Ekeler, though, could hardly predict what would happen in crunch time: Game tied. Just 46 seconds remaining in the fourth quarter. Chargers ball on the Falcons 22. No timeouts left for Atlanta. The usually sure-handed Ekeler barreled off left tackle to set up a chip-shot field goal.
Fumble! Rashaan Evans poked the football loose as Grady Jarrett wrestled Ekeler to the turf. Ta’Quon Graham, a 307-pound defensive lineman, recovered the football and rumbled along the sideline.
For Ekeler, devastating. Or, as he put it, “The whole team is relying on you to hold onto the ball, so we can kick the field goal and go home.”
For an instant, the Falcons were poised to snag a last-minute miracle for the second consecutive week. A week earlier, their overtime win was aided by major Carolina gaffes – a penalty for removing the helmet in the TD party, a missed PAT and a missed chip-shot field goal in OT.
This time, Atlanta gave the lightning-can-strike-twice break right back to the Bolts. Graham fumbled! And it was an unforced error as the football bounced off his thigh. Matt Feiler, a 330-poundr guard, trailed on the play and recovered the fumble after Graham’s 19-yard return with 34 seconds left.
“I was running after the ball in case something like that happened,” Feiler told USA TODAY Sports. “That’s of the points of emphasis for an offensive lineman in a situation like that.

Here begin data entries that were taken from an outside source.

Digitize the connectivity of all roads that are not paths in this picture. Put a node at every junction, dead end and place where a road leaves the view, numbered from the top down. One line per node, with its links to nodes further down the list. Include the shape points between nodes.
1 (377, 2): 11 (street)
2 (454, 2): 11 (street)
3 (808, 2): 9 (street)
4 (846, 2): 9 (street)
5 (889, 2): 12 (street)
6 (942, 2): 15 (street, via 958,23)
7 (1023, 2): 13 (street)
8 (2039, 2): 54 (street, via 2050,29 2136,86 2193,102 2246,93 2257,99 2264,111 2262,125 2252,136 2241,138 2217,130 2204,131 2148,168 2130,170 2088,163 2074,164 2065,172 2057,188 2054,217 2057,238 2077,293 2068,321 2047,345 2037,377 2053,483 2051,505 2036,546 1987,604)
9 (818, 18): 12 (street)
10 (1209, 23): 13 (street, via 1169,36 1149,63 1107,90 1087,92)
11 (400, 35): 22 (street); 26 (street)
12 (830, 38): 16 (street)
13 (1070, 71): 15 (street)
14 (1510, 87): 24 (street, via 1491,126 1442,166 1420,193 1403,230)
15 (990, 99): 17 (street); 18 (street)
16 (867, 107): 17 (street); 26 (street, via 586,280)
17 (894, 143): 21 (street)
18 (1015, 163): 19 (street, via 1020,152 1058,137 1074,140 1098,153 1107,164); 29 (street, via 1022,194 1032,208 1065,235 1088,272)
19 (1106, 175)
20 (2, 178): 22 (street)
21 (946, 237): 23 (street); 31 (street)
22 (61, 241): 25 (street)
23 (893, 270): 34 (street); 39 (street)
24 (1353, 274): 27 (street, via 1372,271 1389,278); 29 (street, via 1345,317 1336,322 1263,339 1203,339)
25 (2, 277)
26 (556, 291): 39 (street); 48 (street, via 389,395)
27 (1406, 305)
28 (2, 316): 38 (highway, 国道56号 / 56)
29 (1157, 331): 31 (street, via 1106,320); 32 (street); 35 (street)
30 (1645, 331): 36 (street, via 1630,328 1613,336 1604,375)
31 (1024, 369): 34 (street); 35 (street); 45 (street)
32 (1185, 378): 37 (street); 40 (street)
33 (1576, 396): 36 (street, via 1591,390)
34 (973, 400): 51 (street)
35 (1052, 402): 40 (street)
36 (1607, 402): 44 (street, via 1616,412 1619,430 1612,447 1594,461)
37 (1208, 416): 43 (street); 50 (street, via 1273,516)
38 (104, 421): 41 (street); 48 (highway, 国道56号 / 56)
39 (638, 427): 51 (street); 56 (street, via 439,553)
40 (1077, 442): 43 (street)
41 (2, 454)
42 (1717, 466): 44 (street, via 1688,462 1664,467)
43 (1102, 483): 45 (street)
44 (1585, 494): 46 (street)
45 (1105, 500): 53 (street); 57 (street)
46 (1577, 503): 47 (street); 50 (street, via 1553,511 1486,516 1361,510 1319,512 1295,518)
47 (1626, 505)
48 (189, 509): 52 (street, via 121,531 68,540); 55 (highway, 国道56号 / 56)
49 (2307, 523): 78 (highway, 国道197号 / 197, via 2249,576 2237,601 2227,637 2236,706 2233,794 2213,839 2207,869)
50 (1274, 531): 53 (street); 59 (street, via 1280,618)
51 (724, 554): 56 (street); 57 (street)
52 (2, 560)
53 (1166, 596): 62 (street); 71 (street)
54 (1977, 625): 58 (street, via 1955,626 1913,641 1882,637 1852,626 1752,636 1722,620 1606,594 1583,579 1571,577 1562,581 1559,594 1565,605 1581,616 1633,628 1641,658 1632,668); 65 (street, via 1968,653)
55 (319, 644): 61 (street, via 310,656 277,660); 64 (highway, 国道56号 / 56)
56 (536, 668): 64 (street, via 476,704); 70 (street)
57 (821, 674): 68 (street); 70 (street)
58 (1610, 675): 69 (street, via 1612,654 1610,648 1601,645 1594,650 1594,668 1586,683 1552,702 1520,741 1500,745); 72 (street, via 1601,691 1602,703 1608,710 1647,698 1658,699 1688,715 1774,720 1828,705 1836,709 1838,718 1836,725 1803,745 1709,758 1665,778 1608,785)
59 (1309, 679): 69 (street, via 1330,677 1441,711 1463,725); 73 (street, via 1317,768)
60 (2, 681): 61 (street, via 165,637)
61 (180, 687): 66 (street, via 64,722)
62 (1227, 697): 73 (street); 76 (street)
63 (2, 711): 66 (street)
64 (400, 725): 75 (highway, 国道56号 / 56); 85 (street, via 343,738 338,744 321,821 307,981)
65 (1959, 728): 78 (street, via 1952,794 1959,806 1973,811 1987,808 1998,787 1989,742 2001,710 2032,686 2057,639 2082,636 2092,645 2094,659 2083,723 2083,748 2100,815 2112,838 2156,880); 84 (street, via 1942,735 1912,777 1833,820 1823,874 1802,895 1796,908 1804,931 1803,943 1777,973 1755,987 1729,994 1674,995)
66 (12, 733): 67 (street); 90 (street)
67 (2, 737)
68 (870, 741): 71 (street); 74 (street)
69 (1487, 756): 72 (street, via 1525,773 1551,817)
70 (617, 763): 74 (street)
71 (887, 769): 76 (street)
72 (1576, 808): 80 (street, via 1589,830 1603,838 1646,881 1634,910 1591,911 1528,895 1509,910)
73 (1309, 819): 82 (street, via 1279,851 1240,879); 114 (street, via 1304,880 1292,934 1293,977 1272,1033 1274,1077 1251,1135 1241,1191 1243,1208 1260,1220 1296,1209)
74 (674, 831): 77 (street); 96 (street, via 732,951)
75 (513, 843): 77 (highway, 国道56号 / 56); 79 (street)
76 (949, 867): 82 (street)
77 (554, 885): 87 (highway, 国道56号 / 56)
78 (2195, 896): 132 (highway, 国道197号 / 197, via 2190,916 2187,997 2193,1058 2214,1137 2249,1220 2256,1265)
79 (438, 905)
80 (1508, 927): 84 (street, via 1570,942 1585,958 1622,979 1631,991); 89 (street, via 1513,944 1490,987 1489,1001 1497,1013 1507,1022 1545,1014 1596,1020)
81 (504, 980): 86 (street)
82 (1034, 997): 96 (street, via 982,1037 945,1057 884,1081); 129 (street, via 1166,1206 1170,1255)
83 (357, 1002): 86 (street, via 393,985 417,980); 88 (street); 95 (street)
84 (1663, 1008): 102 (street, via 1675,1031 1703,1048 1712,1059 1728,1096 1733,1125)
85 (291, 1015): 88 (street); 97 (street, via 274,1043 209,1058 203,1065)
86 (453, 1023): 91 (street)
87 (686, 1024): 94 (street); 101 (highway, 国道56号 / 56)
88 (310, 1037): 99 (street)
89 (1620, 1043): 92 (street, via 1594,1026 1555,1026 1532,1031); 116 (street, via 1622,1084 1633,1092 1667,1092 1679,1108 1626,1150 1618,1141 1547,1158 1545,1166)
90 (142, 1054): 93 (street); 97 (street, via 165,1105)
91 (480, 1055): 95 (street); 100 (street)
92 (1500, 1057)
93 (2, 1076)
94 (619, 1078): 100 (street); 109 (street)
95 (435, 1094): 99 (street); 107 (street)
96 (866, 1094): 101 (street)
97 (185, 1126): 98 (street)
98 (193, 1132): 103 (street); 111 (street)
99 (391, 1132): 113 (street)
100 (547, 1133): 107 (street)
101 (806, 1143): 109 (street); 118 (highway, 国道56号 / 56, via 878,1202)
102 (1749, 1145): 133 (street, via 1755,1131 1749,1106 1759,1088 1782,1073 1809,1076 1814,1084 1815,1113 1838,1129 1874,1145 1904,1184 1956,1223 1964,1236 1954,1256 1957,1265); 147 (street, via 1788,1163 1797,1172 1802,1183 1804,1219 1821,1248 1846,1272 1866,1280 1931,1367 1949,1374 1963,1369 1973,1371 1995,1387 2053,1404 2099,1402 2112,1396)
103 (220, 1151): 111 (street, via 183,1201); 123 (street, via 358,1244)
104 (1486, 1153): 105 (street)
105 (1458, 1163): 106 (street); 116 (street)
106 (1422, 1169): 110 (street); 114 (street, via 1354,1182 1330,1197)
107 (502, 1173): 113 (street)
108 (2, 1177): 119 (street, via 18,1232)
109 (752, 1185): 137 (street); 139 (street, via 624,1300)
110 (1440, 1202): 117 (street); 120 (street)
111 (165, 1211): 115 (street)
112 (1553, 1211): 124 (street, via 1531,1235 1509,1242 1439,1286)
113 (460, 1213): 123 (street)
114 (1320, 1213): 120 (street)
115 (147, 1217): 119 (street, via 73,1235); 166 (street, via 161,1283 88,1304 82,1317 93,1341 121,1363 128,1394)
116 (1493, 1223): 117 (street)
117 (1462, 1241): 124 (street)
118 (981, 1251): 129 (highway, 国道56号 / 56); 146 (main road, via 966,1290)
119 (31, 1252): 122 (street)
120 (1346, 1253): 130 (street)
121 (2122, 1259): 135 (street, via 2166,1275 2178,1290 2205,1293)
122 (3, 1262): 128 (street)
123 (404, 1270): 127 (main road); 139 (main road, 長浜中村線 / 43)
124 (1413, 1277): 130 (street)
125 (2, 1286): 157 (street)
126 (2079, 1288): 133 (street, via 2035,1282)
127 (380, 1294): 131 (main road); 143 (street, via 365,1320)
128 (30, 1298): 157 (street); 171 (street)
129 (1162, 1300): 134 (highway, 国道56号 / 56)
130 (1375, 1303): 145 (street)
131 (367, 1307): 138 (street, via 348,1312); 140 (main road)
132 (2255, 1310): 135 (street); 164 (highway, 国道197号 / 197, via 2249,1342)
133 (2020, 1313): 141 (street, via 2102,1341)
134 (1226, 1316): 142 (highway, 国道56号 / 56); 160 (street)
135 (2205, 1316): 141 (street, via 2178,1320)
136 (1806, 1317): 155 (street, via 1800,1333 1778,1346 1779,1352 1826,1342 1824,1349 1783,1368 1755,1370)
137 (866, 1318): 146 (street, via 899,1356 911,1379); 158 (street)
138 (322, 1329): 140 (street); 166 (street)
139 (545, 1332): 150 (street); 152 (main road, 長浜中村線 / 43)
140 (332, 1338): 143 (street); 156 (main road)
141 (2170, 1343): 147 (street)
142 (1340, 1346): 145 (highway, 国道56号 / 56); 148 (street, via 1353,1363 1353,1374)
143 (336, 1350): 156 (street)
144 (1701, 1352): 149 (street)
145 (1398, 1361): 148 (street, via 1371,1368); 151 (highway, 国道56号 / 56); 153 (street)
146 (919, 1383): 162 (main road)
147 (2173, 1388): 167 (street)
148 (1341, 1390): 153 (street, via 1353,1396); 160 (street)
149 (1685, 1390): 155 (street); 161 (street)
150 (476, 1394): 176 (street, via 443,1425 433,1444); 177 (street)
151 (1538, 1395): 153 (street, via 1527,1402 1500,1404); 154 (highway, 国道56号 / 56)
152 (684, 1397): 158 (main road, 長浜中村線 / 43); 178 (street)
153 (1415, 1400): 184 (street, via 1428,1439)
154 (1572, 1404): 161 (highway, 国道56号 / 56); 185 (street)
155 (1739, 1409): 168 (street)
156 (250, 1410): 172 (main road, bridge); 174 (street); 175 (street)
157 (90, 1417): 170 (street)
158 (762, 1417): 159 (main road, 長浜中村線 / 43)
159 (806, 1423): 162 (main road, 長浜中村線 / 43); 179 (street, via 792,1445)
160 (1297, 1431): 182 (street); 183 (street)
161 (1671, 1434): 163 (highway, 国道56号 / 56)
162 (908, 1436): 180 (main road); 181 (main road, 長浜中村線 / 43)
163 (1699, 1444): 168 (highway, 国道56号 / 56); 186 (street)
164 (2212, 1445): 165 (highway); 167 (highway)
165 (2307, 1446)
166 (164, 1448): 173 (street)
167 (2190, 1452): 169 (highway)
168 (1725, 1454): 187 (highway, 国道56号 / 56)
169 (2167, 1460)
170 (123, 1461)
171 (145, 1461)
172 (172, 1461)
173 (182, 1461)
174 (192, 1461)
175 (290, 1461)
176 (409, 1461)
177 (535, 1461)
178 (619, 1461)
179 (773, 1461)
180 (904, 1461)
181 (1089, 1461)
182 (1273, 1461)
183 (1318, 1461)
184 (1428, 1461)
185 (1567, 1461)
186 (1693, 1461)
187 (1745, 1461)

In case something happens.”
I’m guessing that maybe Feiler has chased a few dozen fumble returns during his football life. And how often has he been on the defining end of a “fumble-fumble?”
“Not very often,” he said. “But in that one instance, it can happen. So, that’s why we practice it.”

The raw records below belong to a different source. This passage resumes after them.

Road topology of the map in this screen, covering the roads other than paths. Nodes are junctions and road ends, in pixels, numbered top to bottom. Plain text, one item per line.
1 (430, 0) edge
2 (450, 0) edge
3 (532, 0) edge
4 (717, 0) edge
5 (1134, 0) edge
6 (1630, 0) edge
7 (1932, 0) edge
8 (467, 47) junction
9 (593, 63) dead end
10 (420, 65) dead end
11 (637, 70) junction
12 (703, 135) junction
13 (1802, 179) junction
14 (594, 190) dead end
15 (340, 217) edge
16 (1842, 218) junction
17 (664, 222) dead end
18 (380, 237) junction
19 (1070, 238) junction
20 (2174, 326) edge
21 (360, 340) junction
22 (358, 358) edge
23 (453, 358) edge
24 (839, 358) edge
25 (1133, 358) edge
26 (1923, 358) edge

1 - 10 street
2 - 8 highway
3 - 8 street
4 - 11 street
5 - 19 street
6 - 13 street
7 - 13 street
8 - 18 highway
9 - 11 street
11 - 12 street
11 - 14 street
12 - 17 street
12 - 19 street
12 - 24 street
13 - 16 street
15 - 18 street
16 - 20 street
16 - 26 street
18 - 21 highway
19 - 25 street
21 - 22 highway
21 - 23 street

It’s Murphy’s Law. Whatever can happen, will happen.
Chargers quarterback Justin Herbert chased Graham on the fumble return, too.
“I was going make the tackle,” Herbert said. “I dove at his legs and saw that he didn’t have the ball. So, it was a weird couple of moments.”
For sure. On the next snap. Herbert – with his top two wideouts, Keenan Allen and Mike Williams inactive as they nurse injuries – connected with fill-in receiver Joshua Palmer for 22 yards to set up Dicker’s kick.
It clinched the third victory this season by the Chargers (5-3) that came after trailing by double-digits in the first quarter (yes, slow starts have been an issue), which, halfway through the season, is already an NFL record.
Speaking of records, Chargers coach Brandon Staley knows the thin ice that has come with winning three games on last-minute field goals – and with a twist.
“This is our third kicker,” he said. “We’re going to set the NFL record for game balls for a kicker in a year, with three separate kicker game balls.”
Hey, it happens. This is the NFL, the league still living up to the parity that late NFL Commissioner Pete Rozelle envisioned decades ago.
I mean, look at the Falcons (4-5), who entered the game as one of the eight teams holding playoff slots (if the playoffs were on Sunday) that didn’t make the playoffs last season. With Tampa Bay pulling out a last-minute win against the Rams (of course it went down to the wire), the Falcons slipped back into second place in the NFC South.
And they can kick themselves for assorted reasons. They squandered a 201-yard rushing game that included the return of Cordarrelle Patterson, who literally ran over linebacker Drue Tranquill at the goal line on one of his two TDs. They saw a rookie lesson for receiver Drake London, who was ripped of the football from Khalil Mack (like so many QBs over the years on strip-fumbles) near the goal line. And Marcus Mariota overthrew a wide open Kyle Pitts on what might have been a long TD that made the difference in another ho-hum, one-play-away type of contest.